Saved entries:

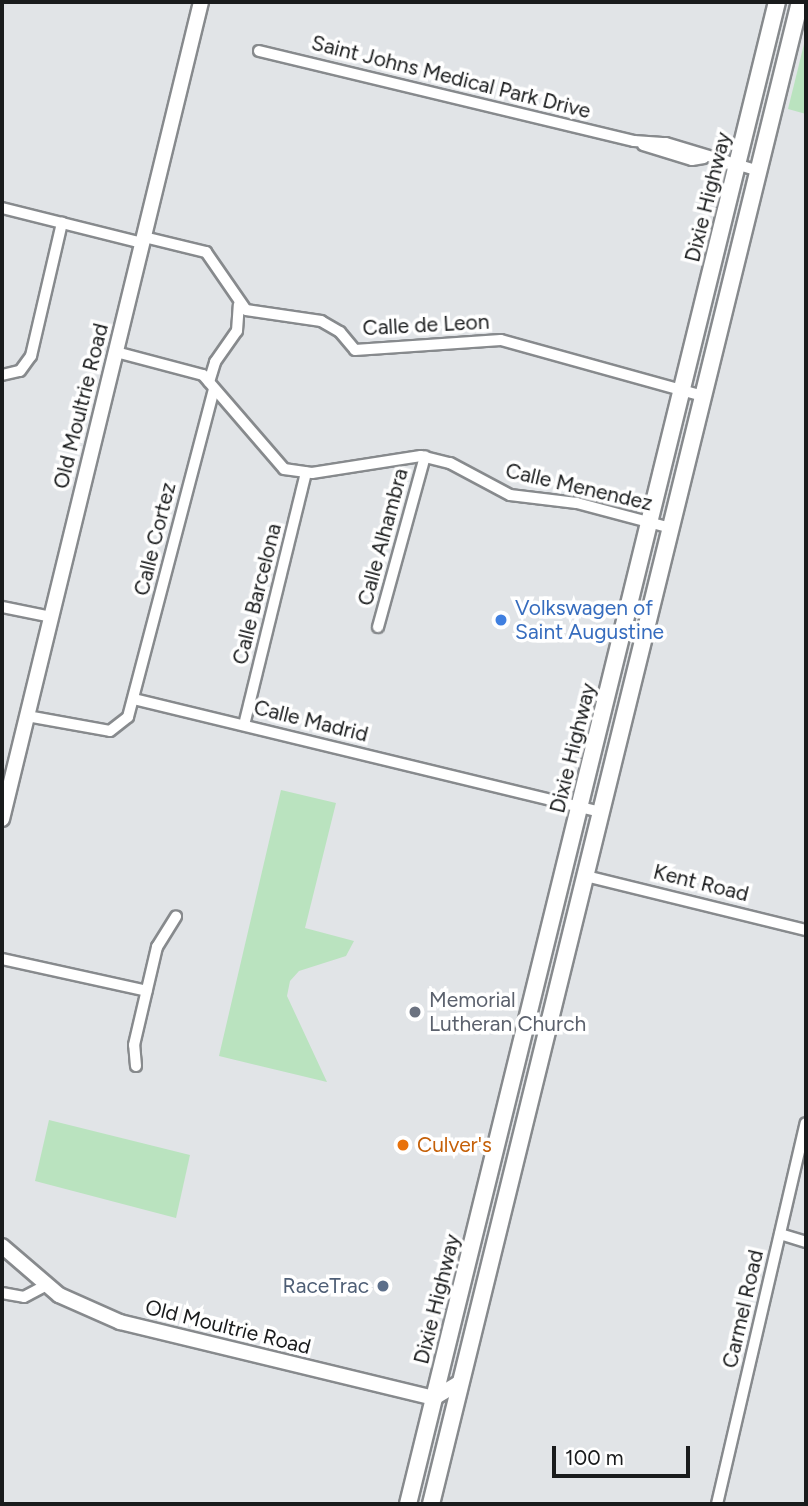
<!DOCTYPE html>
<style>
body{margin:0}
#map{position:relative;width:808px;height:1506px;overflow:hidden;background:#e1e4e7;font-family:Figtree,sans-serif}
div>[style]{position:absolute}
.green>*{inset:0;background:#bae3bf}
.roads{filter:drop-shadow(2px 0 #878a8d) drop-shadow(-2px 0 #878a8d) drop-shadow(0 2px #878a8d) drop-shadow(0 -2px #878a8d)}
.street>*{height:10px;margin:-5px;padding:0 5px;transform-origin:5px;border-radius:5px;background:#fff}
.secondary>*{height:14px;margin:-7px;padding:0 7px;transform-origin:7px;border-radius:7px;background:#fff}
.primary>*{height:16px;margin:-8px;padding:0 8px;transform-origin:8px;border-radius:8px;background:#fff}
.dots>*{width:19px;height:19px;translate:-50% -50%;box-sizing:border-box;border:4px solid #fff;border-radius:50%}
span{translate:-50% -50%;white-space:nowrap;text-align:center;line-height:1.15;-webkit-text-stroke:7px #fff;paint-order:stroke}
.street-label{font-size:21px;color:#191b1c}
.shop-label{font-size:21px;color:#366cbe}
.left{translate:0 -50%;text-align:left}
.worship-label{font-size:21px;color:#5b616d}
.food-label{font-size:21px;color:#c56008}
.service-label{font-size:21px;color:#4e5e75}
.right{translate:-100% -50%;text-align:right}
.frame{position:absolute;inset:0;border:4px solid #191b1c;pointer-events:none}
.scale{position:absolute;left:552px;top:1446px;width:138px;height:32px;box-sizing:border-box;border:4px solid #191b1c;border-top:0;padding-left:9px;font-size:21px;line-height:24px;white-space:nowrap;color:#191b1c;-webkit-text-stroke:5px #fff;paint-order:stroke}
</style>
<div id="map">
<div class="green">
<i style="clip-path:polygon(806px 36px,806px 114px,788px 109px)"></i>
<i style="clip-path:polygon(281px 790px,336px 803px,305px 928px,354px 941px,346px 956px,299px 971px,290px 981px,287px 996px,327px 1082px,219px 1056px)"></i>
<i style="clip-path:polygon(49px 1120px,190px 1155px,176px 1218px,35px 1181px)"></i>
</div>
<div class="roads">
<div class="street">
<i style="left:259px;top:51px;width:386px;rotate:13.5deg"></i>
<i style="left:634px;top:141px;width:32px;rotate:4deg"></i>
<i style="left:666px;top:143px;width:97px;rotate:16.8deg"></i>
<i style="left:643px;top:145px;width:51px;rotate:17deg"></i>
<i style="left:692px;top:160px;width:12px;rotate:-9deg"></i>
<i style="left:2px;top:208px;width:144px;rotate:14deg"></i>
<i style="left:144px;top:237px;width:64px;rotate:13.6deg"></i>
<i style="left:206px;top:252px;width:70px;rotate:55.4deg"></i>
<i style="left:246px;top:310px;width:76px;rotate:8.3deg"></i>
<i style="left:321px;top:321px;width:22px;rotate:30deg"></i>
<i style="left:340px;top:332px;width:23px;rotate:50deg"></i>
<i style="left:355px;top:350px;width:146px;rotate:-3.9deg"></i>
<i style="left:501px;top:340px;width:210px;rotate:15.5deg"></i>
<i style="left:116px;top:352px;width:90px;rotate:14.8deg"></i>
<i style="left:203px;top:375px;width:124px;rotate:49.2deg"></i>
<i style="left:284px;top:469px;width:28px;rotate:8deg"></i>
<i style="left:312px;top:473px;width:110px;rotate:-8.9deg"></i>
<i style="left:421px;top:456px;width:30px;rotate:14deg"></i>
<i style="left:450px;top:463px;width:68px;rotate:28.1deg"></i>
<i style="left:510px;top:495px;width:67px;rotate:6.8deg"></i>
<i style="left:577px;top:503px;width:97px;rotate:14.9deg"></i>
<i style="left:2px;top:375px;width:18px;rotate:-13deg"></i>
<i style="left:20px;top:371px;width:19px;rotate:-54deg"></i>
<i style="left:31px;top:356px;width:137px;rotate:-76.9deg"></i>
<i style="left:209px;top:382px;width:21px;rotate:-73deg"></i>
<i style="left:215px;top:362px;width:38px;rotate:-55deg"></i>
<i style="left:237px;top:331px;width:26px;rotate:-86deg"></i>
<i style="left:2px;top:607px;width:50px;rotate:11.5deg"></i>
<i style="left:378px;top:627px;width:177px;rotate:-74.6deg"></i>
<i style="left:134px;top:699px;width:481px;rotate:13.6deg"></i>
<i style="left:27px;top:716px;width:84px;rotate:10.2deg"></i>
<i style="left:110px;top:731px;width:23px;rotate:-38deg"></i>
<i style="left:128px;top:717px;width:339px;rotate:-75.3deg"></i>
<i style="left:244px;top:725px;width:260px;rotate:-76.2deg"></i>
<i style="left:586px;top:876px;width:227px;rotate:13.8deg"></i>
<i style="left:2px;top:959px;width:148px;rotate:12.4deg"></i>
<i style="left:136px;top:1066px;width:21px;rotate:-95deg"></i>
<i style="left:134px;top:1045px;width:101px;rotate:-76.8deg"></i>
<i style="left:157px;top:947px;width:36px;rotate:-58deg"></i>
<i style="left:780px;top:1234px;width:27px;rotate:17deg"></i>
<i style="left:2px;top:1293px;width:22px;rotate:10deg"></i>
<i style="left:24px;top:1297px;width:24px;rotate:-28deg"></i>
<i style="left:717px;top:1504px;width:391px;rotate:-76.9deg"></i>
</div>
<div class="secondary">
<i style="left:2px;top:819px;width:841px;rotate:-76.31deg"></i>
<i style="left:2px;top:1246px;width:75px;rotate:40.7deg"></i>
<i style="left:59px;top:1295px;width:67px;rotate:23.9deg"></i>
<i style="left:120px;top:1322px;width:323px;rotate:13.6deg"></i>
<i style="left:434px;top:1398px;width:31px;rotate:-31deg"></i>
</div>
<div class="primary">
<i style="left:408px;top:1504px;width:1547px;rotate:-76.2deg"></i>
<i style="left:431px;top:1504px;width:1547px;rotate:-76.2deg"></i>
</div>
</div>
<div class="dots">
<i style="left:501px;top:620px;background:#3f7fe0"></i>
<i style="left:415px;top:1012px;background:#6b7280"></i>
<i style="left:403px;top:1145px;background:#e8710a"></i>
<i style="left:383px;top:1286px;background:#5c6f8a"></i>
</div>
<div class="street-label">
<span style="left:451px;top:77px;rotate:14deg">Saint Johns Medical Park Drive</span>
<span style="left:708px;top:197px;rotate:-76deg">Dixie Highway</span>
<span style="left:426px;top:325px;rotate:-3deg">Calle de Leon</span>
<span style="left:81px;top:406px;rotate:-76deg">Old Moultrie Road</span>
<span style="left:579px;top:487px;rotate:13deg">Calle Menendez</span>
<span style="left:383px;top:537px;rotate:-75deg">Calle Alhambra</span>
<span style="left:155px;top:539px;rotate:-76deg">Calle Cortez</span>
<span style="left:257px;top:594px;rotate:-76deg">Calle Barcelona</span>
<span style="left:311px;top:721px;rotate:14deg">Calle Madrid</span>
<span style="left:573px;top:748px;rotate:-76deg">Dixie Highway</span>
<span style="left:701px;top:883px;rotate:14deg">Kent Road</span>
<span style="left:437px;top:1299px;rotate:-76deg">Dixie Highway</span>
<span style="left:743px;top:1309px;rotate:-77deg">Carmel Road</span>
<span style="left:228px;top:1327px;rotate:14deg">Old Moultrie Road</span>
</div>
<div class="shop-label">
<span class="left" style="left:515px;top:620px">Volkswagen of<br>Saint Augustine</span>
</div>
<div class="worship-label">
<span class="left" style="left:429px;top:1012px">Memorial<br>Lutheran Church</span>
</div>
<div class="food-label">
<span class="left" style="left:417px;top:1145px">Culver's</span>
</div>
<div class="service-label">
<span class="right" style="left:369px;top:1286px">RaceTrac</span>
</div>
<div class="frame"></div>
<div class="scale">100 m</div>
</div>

Task details>
Filter these records, keeping every line where the word "roads" occurs.

Result>
.roads{filter:drop-shadow(2px 0 #878a8d) drop-shadow(-2px 0 #878a8d) drop-shadow(0 2px #878a8d) drop-shadow(0 -2px #878a8d)}
<div class="roads">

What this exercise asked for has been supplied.